Mafaldine Pasta with Creamy Tomato Sauce (ready in 30 minutes)

Ingredients

  • 250g (8¾ oz) mafaldine pasta (see note 1)
  • tbs olive oil
  • 1 medium onion (sliced)
  • 1 tbs minced garlic
  • 1 teaspoon paprika
  • ½-1 teaspoon chilli flakes (or chilli powder) - add as much or as little as you like
  • 1 teaspoon salt
  • pepper (to taste)
  • 3 tbs white wine (see note 2)
  • 175ml (¾ cup) cream
  • 250ml (1 cup) passata (or tinned tomatoes)
  • chives & plum tomatoes (optional)

Instructions

  • Cook the pasta as per manufacturer's instructions.
  • Heat the olive oil in a pan. Slice the onion thinly and then fry until softened.
  • Add the garlic and fry for a minute or so.
  • Add the chilli powder/flakes, paprika, salt and pepper, and cook for a further minute.
  • Add the white wine (or pasta water) and allow it to evaporate (a couple of minutes).
  • Add the cream and tomatoes and cook for around five minutes.
  • When ready, drain the pasta and add to the sauce, stirring so that the pasta is coated.
  • To decorate, chop some fresh chives or whatever else you fancy.

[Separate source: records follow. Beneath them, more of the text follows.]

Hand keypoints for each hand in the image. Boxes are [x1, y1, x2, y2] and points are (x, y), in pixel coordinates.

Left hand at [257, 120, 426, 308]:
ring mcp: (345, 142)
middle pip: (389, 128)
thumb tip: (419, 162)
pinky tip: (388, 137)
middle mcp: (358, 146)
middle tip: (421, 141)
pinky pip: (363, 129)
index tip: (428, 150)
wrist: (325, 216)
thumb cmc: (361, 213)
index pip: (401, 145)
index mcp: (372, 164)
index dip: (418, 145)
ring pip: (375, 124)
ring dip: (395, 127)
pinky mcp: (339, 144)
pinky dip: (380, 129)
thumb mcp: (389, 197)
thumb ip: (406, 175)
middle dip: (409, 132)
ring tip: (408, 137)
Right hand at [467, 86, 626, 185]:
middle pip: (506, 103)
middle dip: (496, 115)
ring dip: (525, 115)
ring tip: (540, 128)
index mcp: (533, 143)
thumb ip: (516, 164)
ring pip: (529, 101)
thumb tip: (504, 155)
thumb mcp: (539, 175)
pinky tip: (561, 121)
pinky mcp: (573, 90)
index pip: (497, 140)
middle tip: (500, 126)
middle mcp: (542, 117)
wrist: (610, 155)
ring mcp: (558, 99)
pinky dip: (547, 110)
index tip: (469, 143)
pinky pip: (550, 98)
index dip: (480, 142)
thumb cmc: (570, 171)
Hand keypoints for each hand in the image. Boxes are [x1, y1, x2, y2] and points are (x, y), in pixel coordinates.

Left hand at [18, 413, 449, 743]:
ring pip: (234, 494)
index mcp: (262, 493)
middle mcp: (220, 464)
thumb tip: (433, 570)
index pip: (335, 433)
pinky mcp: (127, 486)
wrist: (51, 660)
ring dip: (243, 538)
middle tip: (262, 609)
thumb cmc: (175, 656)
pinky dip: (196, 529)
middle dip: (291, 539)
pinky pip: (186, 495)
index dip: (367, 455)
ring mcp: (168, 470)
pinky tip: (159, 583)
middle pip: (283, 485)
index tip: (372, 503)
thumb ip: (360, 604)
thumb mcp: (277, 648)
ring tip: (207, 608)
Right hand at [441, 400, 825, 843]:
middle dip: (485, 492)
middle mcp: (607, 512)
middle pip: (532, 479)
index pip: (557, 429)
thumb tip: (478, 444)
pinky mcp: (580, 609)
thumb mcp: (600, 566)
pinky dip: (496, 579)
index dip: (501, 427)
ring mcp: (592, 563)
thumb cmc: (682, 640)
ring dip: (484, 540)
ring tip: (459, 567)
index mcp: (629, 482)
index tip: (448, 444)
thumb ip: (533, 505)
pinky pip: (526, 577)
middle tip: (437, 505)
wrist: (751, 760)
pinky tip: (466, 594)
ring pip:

I also sliced a couple of plum tomatoes. Serve with your favourite bread. Enjoy!

Notes

 
I have converted grams to cups/ounces/tablespoons using online converters. Although I have no reason to believe they are inaccurate, please be aware that I have not made this recipe with imperial measurements.
  1. If you don't have mafaldine, just use any kind of pasta you like.
  2. If you would rather not use wine, just take 3 tablespoons of the hot pasta water.